Hari ini adalah jadwal Ira cek kandungan. Rafli menemani istrinya untuk memeriksakan anak mereka. Mereka begitu senang melihat perkembangan janin di rahim Ira yang tumbuh dengan baik dan sehat. Rafli berjanji untuk selalu memperhatikan kesehatan istri dan anaknya lebih baik dari sebelumnya dengan tidak membuat Ira stress dan emosi. Liana ditinggal sementara bersama pengasuhnya di rumah karena ia dan suaminya akan berkunjung ke suatu tempat terlebih dahulu. Kini mereka baru saja pulang dari rumah sakit dan sedang dalam perjalanan menuju suatu tempat yang sudah direncanakan mereka untuk dikunjungi dari kemarin. Mobil Rafli berhenti di sebuah area pemakaman umum. Ira melihat suaminya yang sedang melamun.

"Aku yakin kamu pasti bisa, Yah!" ucapnya memberi semangat. Rafli menolehkan wajahnya. Ia tersenyum kaku.

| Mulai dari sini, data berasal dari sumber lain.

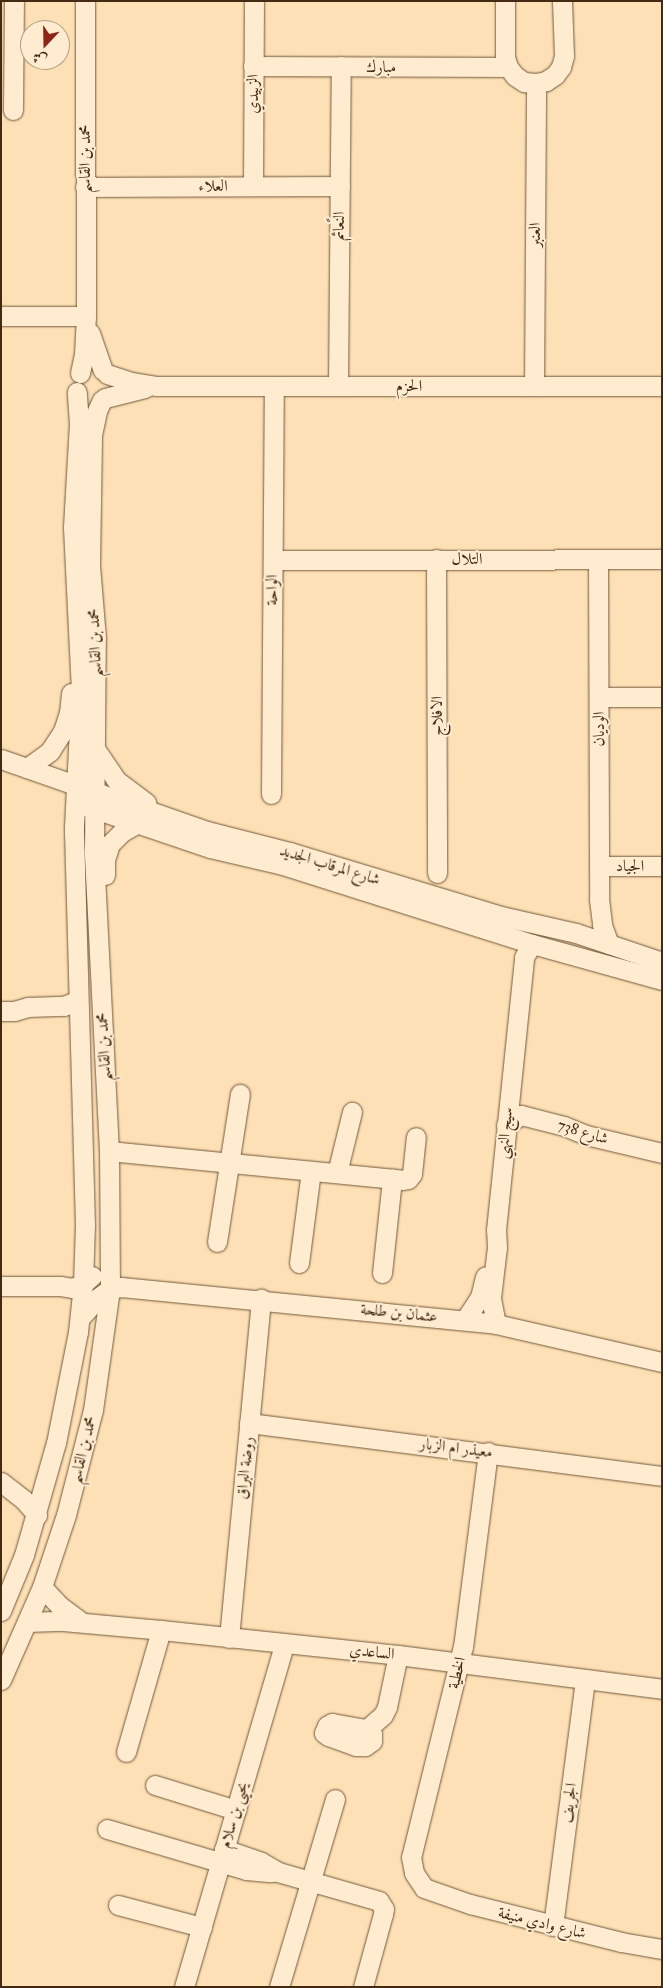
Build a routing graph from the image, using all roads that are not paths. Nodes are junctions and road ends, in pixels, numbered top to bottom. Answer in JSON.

"Aku..., aku hanya sedikit berdebar saja." Ira tersenyum.

"Hilangkan semua kegelisahanmu saat ini. Sudah saatnya kamu berdamai dengan masa lalumu." Rafli menghela nafasnya. Ya, ia harus belajar mengikhlaskan dan memaafkan sekarang. Ia tak perlu khawatir selama masih ada istrinya di sampingnya. Akhirnya ia mengangguk.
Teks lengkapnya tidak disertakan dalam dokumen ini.